Directions for this task
The task calls for every line of the data to be retyped exactly.

◆ ◆ ◆ ◆ ◆

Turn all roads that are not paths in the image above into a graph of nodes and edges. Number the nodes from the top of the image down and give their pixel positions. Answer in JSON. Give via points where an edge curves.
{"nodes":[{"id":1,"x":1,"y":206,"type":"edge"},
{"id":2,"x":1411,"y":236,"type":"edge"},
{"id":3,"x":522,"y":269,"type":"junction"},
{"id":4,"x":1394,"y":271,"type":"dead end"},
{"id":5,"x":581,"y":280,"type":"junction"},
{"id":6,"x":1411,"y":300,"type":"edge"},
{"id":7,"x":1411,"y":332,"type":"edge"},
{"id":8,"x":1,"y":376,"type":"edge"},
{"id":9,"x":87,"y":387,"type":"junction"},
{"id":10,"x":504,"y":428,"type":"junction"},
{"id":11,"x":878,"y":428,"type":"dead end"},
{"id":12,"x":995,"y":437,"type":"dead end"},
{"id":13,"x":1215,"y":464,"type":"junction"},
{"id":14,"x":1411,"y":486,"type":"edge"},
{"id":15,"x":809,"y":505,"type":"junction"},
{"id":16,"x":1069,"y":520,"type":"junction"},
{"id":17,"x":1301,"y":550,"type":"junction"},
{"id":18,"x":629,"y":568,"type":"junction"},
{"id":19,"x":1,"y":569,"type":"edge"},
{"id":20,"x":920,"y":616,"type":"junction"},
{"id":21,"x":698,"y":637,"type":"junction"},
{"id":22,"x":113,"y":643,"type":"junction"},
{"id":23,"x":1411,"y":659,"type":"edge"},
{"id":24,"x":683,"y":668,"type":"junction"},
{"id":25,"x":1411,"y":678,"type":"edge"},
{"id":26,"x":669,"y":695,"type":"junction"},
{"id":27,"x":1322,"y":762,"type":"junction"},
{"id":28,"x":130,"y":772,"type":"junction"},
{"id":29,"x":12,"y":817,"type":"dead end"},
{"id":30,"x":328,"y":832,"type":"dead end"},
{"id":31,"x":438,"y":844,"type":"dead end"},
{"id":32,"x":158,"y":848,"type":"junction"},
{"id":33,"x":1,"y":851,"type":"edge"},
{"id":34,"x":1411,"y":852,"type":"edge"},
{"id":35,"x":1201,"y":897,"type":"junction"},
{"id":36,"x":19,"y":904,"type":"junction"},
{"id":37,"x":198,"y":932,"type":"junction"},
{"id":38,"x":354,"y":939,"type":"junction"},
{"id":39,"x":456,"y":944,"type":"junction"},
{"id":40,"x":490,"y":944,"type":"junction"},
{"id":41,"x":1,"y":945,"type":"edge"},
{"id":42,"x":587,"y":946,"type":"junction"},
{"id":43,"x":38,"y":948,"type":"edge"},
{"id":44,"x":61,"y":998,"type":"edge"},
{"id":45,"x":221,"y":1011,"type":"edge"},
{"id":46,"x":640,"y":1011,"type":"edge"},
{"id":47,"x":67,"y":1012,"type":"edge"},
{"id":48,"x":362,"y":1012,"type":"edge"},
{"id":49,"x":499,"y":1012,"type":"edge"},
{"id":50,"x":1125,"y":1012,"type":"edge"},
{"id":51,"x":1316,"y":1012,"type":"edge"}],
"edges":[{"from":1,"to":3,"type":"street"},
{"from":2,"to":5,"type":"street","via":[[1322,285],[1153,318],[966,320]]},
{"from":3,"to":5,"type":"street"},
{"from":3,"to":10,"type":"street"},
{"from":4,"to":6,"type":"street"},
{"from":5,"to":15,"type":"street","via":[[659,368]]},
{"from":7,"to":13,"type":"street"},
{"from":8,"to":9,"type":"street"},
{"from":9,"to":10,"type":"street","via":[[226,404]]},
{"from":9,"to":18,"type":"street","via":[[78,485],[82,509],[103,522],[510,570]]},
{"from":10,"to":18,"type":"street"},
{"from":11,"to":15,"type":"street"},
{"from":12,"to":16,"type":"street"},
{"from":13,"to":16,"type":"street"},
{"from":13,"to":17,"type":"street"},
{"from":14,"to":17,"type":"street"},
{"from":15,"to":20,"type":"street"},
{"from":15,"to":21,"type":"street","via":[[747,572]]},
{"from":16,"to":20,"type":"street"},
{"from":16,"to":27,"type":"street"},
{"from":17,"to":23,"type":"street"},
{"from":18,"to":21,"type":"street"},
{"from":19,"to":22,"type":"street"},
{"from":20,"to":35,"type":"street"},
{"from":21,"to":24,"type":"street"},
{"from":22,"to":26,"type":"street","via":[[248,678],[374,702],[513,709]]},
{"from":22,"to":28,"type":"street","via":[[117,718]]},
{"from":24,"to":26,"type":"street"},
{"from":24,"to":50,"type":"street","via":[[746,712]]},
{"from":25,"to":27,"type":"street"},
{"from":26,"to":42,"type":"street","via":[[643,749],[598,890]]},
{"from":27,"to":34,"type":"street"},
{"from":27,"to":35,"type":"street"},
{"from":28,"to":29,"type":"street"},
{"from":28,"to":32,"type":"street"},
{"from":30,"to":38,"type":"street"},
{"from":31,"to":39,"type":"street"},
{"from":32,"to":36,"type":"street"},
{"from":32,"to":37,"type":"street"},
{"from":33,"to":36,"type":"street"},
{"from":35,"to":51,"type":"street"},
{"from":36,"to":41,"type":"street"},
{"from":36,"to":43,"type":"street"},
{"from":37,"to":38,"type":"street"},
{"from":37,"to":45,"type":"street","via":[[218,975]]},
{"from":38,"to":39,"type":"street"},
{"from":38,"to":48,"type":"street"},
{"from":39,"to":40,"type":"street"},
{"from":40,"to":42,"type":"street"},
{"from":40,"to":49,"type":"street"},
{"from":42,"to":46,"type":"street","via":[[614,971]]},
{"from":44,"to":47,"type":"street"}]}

◆ ◆ ◆ ◆ ◆

Answer to the exercise
Turn all roads that are not paths in the image above into a graph of nodes and edges. Number the nodes from the top of the image down and give their pixel positions. Answer in JSON. Give via points where an edge curves.
{"nodes":[{"id":1,"x":1,"y":206,"type":"edge"},
{"id":2,"x":1411,"y":236,"type":"edge"},
{"id":3,"x":522,"y":269,"type":"junction"},
{"id":4,"x":1394,"y":271,"type":"dead end"},
{"id":5,"x":581,"y":280,"type":"junction"},
{"id":6,"x":1411,"y":300,"type":"edge"},
{"id":7,"x":1411,"y":332,"type":"edge"},
{"id":8,"x":1,"y":376,"type":"edge"},
{"id":9,"x":87,"y":387,"type":"junction"},
{"id":10,"x":504,"y":428,"type":"junction"},
{"id":11,"x":878,"y":428,"type":"dead end"},
{"id":12,"x":995,"y":437,"type":"dead end"},
{"id":13,"x":1215,"y":464,"type":"junction"},
{"id":14,"x":1411,"y":486,"type":"edge"},
{"id":15,"x":809,"y":505,"type":"junction"},
{"id":16,"x":1069,"y":520,"type":"junction"},
{"id":17,"x":1301,"y":550,"type":"junction"},
{"id":18,"x":629,"y":568,"type":"junction"},
{"id":19,"x":1,"y":569,"type":"edge"},
{"id":20,"x":920,"y":616,"type":"junction"},
{"id":21,"x":698,"y":637,"type":"junction"},
{"id":22,"x":113,"y":643,"type":"junction"},
{"id":23,"x":1411,"y":659,"type":"edge"},
{"id":24,"x":683,"y":668,"type":"junction"},
{"id":25,"x":1411,"y":678,"type":"edge"},
{"id":26,"x":669,"y":695,"type":"junction"},
{"id":27,"x":1322,"y":762,"type":"junction"},
{"id":28,"x":130,"y":772,"type":"junction"},
{"id":29,"x":12,"y":817,"type":"dead end"},
{"id":30,"x":328,"y":832,"type":"dead end"},
{"id":31,"x":438,"y":844,"type":"dead end"},
{"id":32,"x":158,"y":848,"type":"junction"},
{"id":33,"x":1,"y":851,"type":"edge"},
{"id":34,"x":1411,"y":852,"type":"edge"},
{"id":35,"x":1201,"y":897,"type":"junction"},
{"id":36,"x":19,"y":904,"type":"junction"},
{"id":37,"x":198,"y":932,"type":"junction"},
{"id":38,"x":354,"y":939,"type":"junction"},
{"id":39,"x":456,"y":944,"type":"junction"},
{"id":40,"x":490,"y":944,"type":"junction"},
{"id":41,"x":1,"y":945,"type":"edge"},
{"id":42,"x":587,"y":946,"type":"junction"},
{"id":43,"x":38,"y":948,"type":"edge"},
{"id":44,"x":61,"y":998,"type":"edge"},
{"id":45,"x":221,"y":1011,"type":"edge"},
{"id":46,"x":640,"y":1011,"type":"edge"},
{"id":47,"x":67,"y":1012,"type":"edge"},
{"id":48,"x":362,"y":1012,"type":"edge"},
{"id":49,"x":499,"y":1012,"type":"edge"},
{"id":50,"x":1125,"y":1012,"type":"edge"},
{"id":51,"x":1316,"y":1012,"type":"edge"}],
"edges":[{"from":1,"to":3,"type":"street"},
{"from":2,"to":5,"type":"street","via":[[1322,285],[1153,318],[966,320]]},
{"from":3,"to":5,"type":"street"},
{"from":3,"to":10,"type":"street"},
{"from":4,"to":6,"type":"street"},
{"from":5,"to":15,"type":"street","via":[[659,368]]},
{"from":7,"to":13,"type":"street"},
{"from":8,"to":9,"type":"street"},
{"from":9,"to":10,"type":"street","via":[[226,404]]},
{"from":9,"to":18,"type":"street","via":[[78,485],[82,509],[103,522],[510,570]]},
{"from":10,"to":18,"type":"street"},
{"from":11,"to":15,"type":"street"},
{"from":12,"to":16,"type":"street"},
{"from":13,"to":16,"type":"street"},
{"from":13,"to":17,"type":"street"},
{"from":14,"to":17,"type":"street"},
{"from":15,"to":20,"type":"street"},
{"from":15,"to":21,"type":"street","via":[[747,572]]},
{"from":16,"to":20,"type":"street"},
{"from":16,"to":27,"type":"street"},
{"from":17,"to":23,"type":"street"},
{"from":18,"to":21,"type":"street"},
{"from":19,"to":22,"type":"street"},
{"from":20,"to":35,"type":"street"},
{"from":21,"to":24,"type":"street"},
{"from":22,"to":26,"type":"street","via":[[248,678],[374,702],[513,709]]},
{"from":22,"to":28,"type":"street","via":[[117,718]]},
{"from":24,"to":26,"type":"street"},
{"from":24,"to":50,"type":"street","via":[[746,712]]},
{"from":25,"to":27,"type":"street"},
{"from":26,"to":42,"type":"street","via":[[643,749],[598,890]]},
{"from":27,"to":34,"type":"street"},
{"from":27,"to":35,"type":"street"},
{"from":28,"to":29,"type":"street"},
{"from":28,"to":32,"type":"street"},
{"from":30,"to":38,"type":"street"},
{"from":31,"to":39,"type":"street"},
{"from":32,"to":36,"type":"street"},
{"from":32,"to":37,"type":"street"},
{"from":33,"to":36,"type":"street"},
{"from":35,"to":51,"type":"street"},
{"from":36,"to":41,"type":"street"},
{"from":36,"to":43,"type":"street"},
{"from":37,"to":38,"type":"street"},
{"from":37,"to":45,"type":"street","via":[[218,975]]},
{"from":38,"to":39,"type":"street"},
{"from":38,"to":48,"type":"street"},
{"from":39,"to":40,"type":"street"},
{"from":40,"to":42,"type":"street"},
{"from":40,"to":49,"type":"street"},
{"from":42,"to":46,"type":"street","via":[[614,971]]},
{"from":44,"to":47,"type":"street"}]}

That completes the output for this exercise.